Unarguably, promoting poetry can feel daunting or even impossible. With so many poets working to be seen or have their work published, it can feel like there isn’t room for you in today’s competitive market. Permit me to rewire your perspective.
Marketing yourself as a poet may be a daunting task, but there are strategic steps you can take to be a successful poetprenuer, have your voice heard, put your name in print and tattooed in the hearts of every generation.
Networking is vital in every business endeavour; this also should apply to poetry writing, publishing and marketing. Although your talent as a writer is important to overall success, persistent consistency and most importantly, networking can help you gain exposure from various media outlets, such as radio, local newspaper, e-magazines/journals, and spoken word poetry gigs. These exposures may even lead to more demands for your work in eBook or paperback.
Not sure how to get started? Here are some networking suggestions:
- Join a local writer’s group: Getting together with others who share your passion for writing poetry is motivating, inspiring, and a great way to build connections. These groups might also offer workshops and public speaking opportunities, like open mic nights, art festivals, invites to perform in public events, etc. Your community doesn’t have a writer’s group? Start one yourself! Writers groups/clubs are so important to the growth and development of writers and poets and a great way to expose yourself to more diversity and art while also marketing yourself.
- Maintain an author website. You are going to want to direct someone interested in your work to a specific place where your books can be easily purchased/downloaded. Creating a website helps showcase who you are and acts as your portfolio, highlighting the various places you have been published or your projects that are in process, and also serves as a repo of your creative works. Add an email list for readers to subscribe to receive updates on your work, news of what’s to come, or access to new poems before anyone else to build your audience as well.

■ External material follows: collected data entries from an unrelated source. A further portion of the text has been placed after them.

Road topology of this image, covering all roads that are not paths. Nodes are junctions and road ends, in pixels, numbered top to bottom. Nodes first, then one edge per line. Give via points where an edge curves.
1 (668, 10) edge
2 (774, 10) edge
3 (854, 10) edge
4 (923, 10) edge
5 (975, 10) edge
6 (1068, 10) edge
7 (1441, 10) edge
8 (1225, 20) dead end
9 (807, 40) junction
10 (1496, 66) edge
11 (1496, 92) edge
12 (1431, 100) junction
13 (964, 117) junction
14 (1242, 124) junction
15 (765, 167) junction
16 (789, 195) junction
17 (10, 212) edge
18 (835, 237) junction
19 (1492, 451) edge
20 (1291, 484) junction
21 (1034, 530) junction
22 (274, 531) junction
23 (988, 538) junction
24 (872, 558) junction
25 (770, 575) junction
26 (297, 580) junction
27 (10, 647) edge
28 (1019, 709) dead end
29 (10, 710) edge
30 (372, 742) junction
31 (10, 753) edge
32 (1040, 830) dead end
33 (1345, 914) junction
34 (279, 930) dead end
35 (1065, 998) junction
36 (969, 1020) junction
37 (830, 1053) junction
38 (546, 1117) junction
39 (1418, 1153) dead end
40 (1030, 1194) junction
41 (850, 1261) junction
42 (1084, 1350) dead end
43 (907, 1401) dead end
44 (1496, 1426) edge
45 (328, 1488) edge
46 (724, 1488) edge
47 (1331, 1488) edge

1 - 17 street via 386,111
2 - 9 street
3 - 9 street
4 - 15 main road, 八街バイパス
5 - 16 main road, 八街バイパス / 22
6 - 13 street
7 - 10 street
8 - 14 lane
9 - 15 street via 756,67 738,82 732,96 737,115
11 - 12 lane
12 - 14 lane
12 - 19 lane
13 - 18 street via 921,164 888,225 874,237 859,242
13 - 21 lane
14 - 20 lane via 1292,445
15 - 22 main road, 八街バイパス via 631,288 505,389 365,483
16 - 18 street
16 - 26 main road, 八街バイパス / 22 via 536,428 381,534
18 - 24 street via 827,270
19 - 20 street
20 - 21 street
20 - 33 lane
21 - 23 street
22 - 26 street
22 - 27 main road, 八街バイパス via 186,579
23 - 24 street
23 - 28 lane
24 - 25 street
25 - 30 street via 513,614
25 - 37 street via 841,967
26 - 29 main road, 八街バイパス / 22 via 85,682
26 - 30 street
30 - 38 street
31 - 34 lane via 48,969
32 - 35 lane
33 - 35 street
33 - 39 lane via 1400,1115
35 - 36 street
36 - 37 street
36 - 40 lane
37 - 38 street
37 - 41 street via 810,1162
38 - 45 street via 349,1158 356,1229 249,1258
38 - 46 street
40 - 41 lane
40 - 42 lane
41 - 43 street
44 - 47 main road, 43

FACEBOOK, INSTAGRAM AND TWITTER
Facebook Instagram and Twitter have become a hub for poets, largely due to its accessibility and the success of poets we all know and love like Rupi Kaur. This is a great place to start marketing yourself as a poet.

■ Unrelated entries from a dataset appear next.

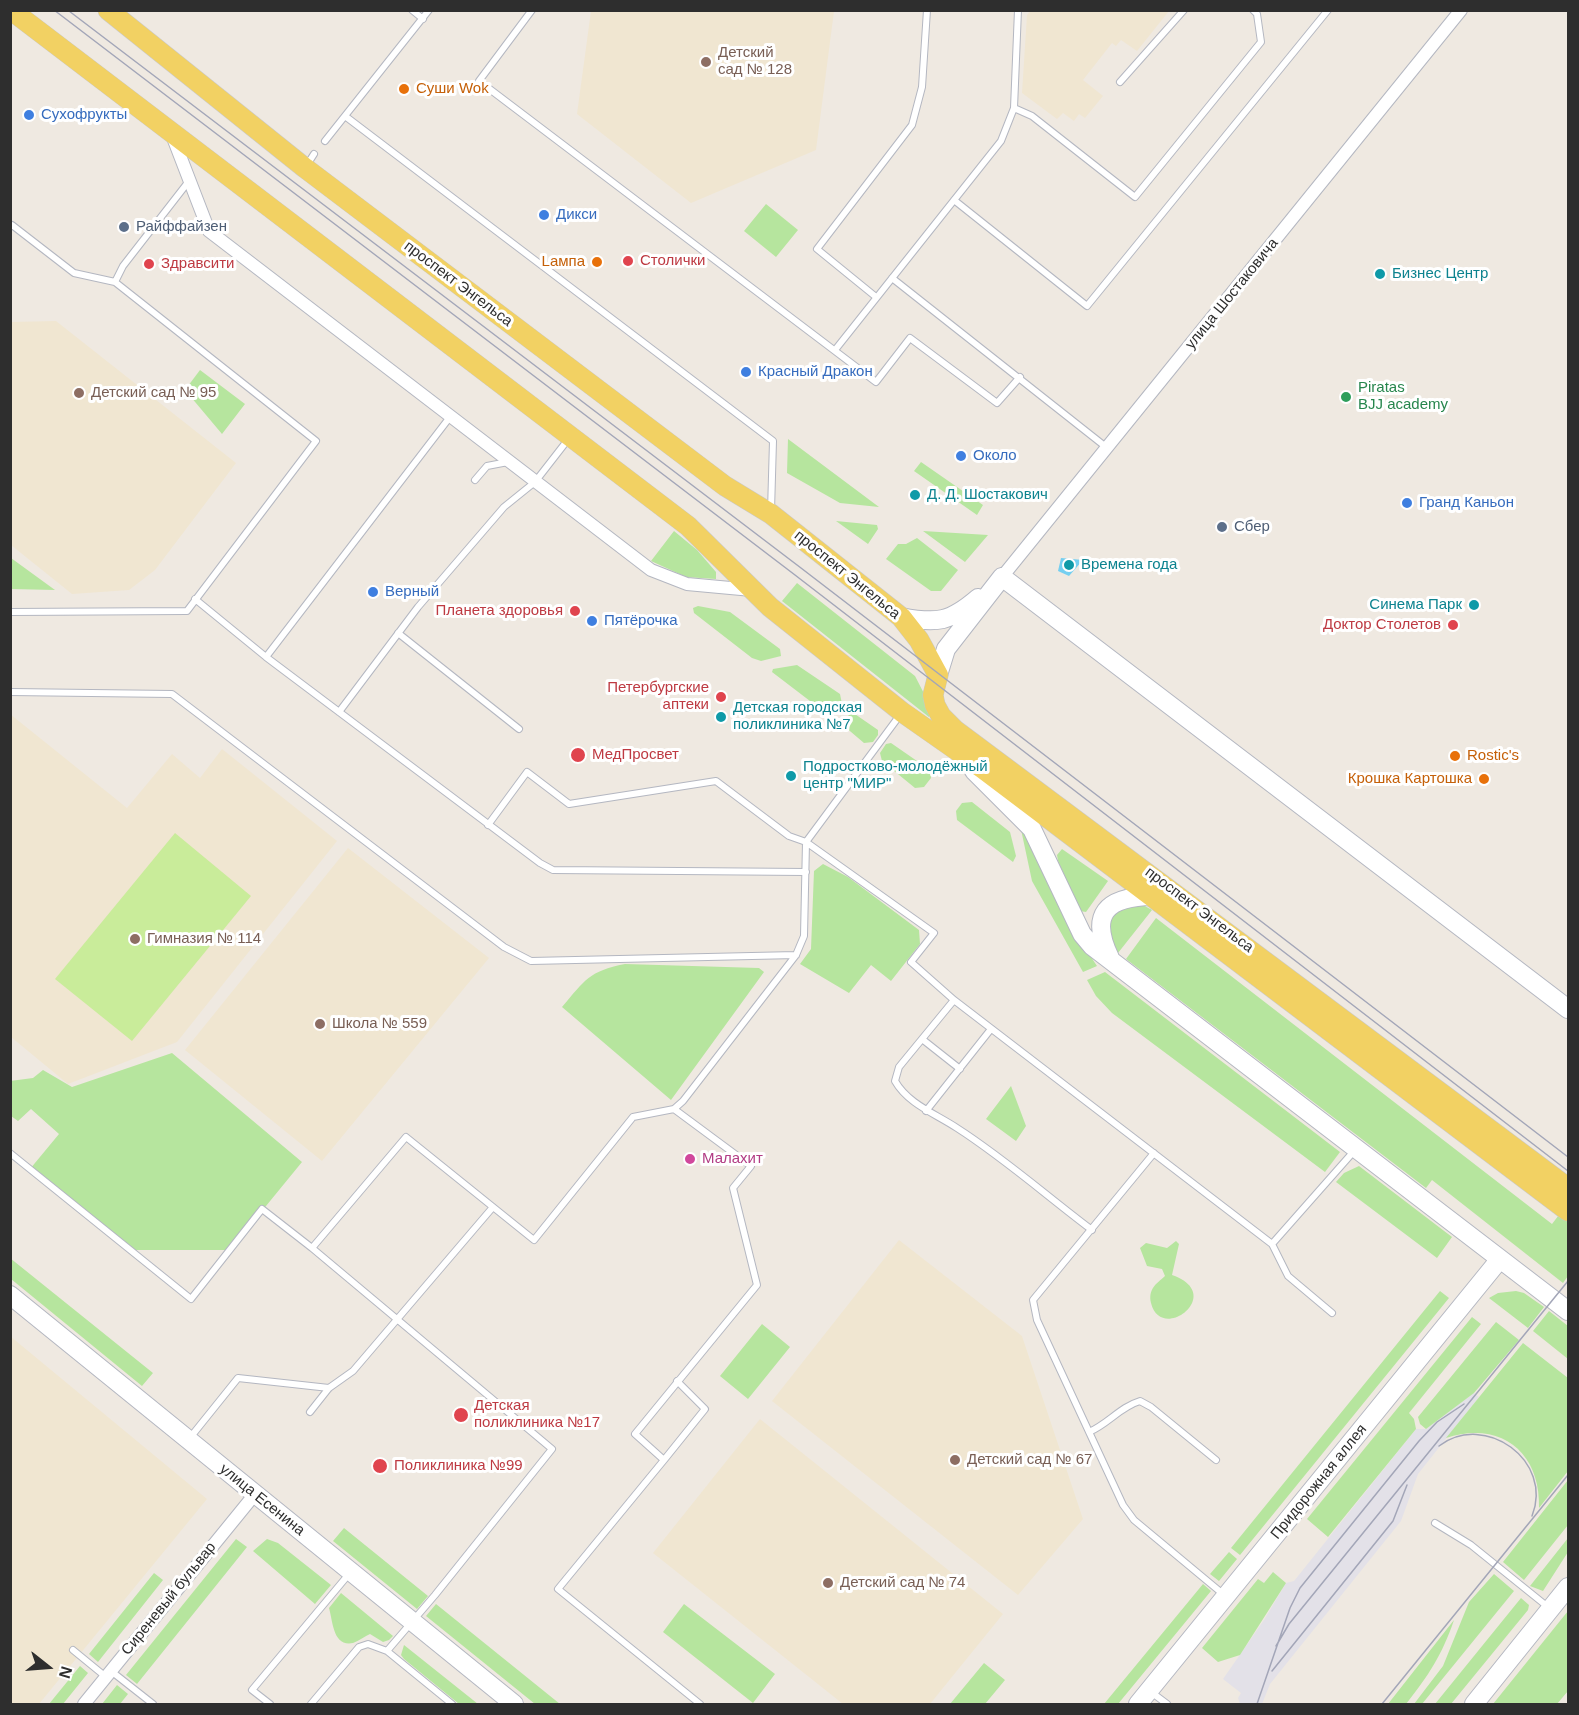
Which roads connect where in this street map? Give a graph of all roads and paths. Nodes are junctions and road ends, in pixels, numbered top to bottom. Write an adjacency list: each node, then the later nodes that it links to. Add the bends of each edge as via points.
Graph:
1 (11, 10): 16 (main road, проспект Энгельса)
2 (108, 10): 32 (main road, проспект Энгельса, via 309,161 725,486)
3 (412, 10): 12 (lane)
4 (429, 10): 12 (lane)
5 (532, 10): 24 (lane, via 479,81)
6 (927, 10): 23 (lane, via 922,87 912,125 817,249)
7 (1018, 10): 14 (lane)
8 (1184, 10): 13 (lane)
9 (1253, 10): 14 (lane, via 1261,42 1135,197 1032,116)
10 (1328, 10): 19 (lane, via 1087,306)
11 (1461, 10): 28 (street, улица Шостаковича)
12 (423, 19): 15 (lane)
13 (1120, 82)
14 (1014, 108): 19 (lane, via 1001,141)
15 (345, 116): 17 (lane); 32 (lane, via 773,441)
16 (171, 131): 18 (street); 27 (main road, проспект Энгельса)
17 (325, 141)
18 (190, 180): 22 (lane, via 123,266); 26 (street, via 209,231)
19 (954, 200): 21 (lane)
20 (10, 227): 22 (lane, via 74,273)
21 (892, 278): 23 (lane); 25 (lane)
22 (115, 282): 35 (lane, via 316,441)
23 (876, 297): 24 (lane)
24 (835, 350): 25 (lane, via 876,382 910,338 997,403)
25 (1020, 377): 28 (lane)
26 (450, 417): 29 (street); 39 (lane)
27 (570, 436): 31 (lane); 34 (main road, проспект Энгельса, via 688,526)
28 (1107, 447): 33 (street, улица Шостаковича)
29 (509, 461): 30 (lane, via 487,466); 31 (street)
30 (475, 480)
31 (535, 482): 34 (street, via 651,570 687,584); 38 (lane, via 504,507)
32 (771, 514): 37 (main road, проспект Энгельса)
33 (1002, 577): 37 (main road, улица Шостаковича, via 946,619 930,622); 40 (main road, улица Шостаковича, via 946,649); 53 (main road)
34 (752, 590): 43 (main road, проспект Энгельса)
35 (195, 599): 36 (lane, via 187,611); 39 (lane)
36 (10, 612)
37 (901, 617): 40 (main road, проспект Энгельса, via 919,639)
38 (398, 633): 42 (lane); 44 (lane)
39 (266, 657): 42 (lane)
40 (938, 675): 62 (main road, проспект Энгельса, via 935,705 955,730)
41 (10, 692): 50 (lane, via 172,694 504,947 531,961)
42 (339, 712): 46 (lane)
43 (902, 712): 45 (main road, проспект Энгельса); 47 (lane)
44 (519, 729)
45 (947, 745): 49 (main road, проспект Энгельса); 51 (main road, проспект Энгельса, via 1032,829 1082,934)
46 (488, 825): 47 (lane, via 527,772 569,804 716,781 789,836); 48 (lane, via 553,870)
47 (806, 842): 48 (lane); 52 (lane, via 934,933 911,962)
48 (806, 872): 50 (lane, via 804,936)
49 (1152, 896): 51 (main road, проспект Энгельса, via 1123,899 1105,910 1100,934); 62 (main road, проспект Энгельса)
50 (796, 955): 57 (lane)
51 (1112, 962): 59 (main road, проспект Энгельса)
52 (954, 1000): 54 (lane); 55 (lane)
53 (1569, 1009)
54 (991, 1029): 56 (lane); 61 (lane)
55 (922, 1039): 56 (lane); 58 (lane, via 899,1067 895,1081)
56 (960, 1069): 58 (lane)
57 (674, 1109): 63 (lane, via 633,1118 534,1240); 72 (lane, via 751,1166 733,1188 757,1285)
58 (926, 1111): 64 (lane, via 957,1128)
59 (1356, 1149): 65 (lane); 67 (main road, проспект Энгельса)
60 (10, 1153): 66 (lane, via 191,1299 262,1209)
61 (1154, 1153): 64 (lane); 65 (lane)
62 (1565, 1200)
63 (493, 1207): 66 (lane, via 406,1137); 71 (lane)
64 (1092, 1230): 75 (lane, via 1033,1300 1037,1320)
65 (1272, 1244): 70 (lane, via 1288,1276)
66 (312, 1248): 71 (lane)
67 (1500, 1259): 69 (main road, проспект Энгельса); 83 (main road, Придорожная аллея)
68 (10, 1295): 76 (main road, улица Есенина)
69 (1569, 1311)
70 (1332, 1314)
71 (397, 1320): 73 (lane, via 353,1371); 85 (lane, via 552,1449)
72 (677, 1381): 77 (lane, via 705,1409); 77 (lane, via 635,1434)
73 (330, 1388): 74 (lane); 76 (lane, via 238,1378)
74 (310, 1412)
75 (1089, 1432): 78 (lane, via 1140,1401); 83 (lane, via 1134,1520)
76 (188, 1439): 79 (main road, улица Есенина)
77 (664, 1460): 96 (lane, via 558,1589)
78 (1216, 1460)
79 (255, 1494): 81 (main road, улица Есенина); 88 (street, Сиреневый бульвар)
80 (1435, 1523): 84 (lane, via 1471,1545)
81 (351, 1572): 85 (main road, улица Есенина); 92 (lane, via 252,1690)
82 (1569, 1587): 84 (main road)
83 (1226, 1596): 89 (main road, Придорожная аллея)
84 (1551, 1609): 98 (main road)
85 (413, 1622): 87 (lane); 95 (main road, улица Есенина)
86 (73, 1650): 88 (lane)
87 (387, 1651): 93 (lane, via 368,1644 359,1647); 94 (lane)
88 (109, 1674): 90 (street, Сиреневый бульвар); 91 (lane)
89 (1144, 1697): 97 (lane)
90 (84, 1704)
91 (153, 1704)
92 (270, 1704)
93 (312, 1704)
94 (452, 1704)
95 (514, 1704)
96 (700, 1704)
97 (1167, 1704)
98 (1474, 1704)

Posting simply beautiful graphics of your poems on Facebook and Instagram and posting micro poems on Twitter will help you build an audience and how to engage with that audience. It can also help you understand what your niche is. If you are hoping to publish a collection of poems someday, publishers will need to know how to market your work. For example, if you can say that your work is about feminism or self-love or authenticity or surrender or resilience or hurt or identity crisis, you might be more likely to sell your collection. If self-publishing is on your radar, the audience you build through Instagram and Twitter might be some of the first buyers of your book.

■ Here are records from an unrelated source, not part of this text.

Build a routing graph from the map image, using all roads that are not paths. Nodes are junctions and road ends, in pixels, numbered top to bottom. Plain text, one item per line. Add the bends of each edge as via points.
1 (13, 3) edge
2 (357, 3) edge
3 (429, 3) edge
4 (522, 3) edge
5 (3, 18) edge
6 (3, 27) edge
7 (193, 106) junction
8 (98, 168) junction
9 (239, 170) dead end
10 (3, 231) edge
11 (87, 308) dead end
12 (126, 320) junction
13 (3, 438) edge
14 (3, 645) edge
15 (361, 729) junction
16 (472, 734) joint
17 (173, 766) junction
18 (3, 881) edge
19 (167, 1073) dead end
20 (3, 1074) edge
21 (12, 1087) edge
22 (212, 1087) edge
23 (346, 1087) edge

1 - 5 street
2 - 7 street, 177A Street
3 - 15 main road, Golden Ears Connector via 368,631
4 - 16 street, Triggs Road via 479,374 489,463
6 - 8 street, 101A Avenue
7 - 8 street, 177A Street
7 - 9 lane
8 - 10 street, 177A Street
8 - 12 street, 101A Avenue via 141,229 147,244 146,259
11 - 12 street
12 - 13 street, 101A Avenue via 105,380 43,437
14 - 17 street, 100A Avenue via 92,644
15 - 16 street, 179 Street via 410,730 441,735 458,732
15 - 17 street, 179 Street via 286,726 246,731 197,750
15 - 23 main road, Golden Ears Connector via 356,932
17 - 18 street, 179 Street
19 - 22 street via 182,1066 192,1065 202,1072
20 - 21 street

Create your personal brand, collaborate with other writers, define who you are as a poet, all while captivating an audience through this social media platform.
PUBLISH YOUR WORK IN LITERARY JOURNALS
With every new publication on literary journals, you gain a new badge. Each time your bio appears in a literary magazine, your reputation as a writer and poet grow. Readers who see your poems in a literary journal might want to purchase your book or follow you on Instagram and Twitter. Being published is also a great self-confidence boost. While you don’t need to be published to consider yourself a poet, this type of validation always feels good and can lead to more exposure and opportunities down the road.
DO PUBLIC READINGS
While this might sound intimidating, spoken word events and public readings can really boost your reputation. You can start one in your city. Start slow with open mic. Open mics are very inclusive, supportive events, without pressure and with lots of positive reinforcement.
Once you’ve built your confidence, you might be able to find opportunities to read solo. Speak with the directors of open mic events to let them know you are a poet and would be interested in doing a special reading. If you’ve published a book or chapbook, show the directors a copy. If you don’t have a book but your work has appeared in journals and magazines, inform them of these as well. You could even offer to distribute pamphlets of your poems to them on the reading day. You never know what connections you could make, what opportunities could follow, or who you will inspire with your poetry. Just do it.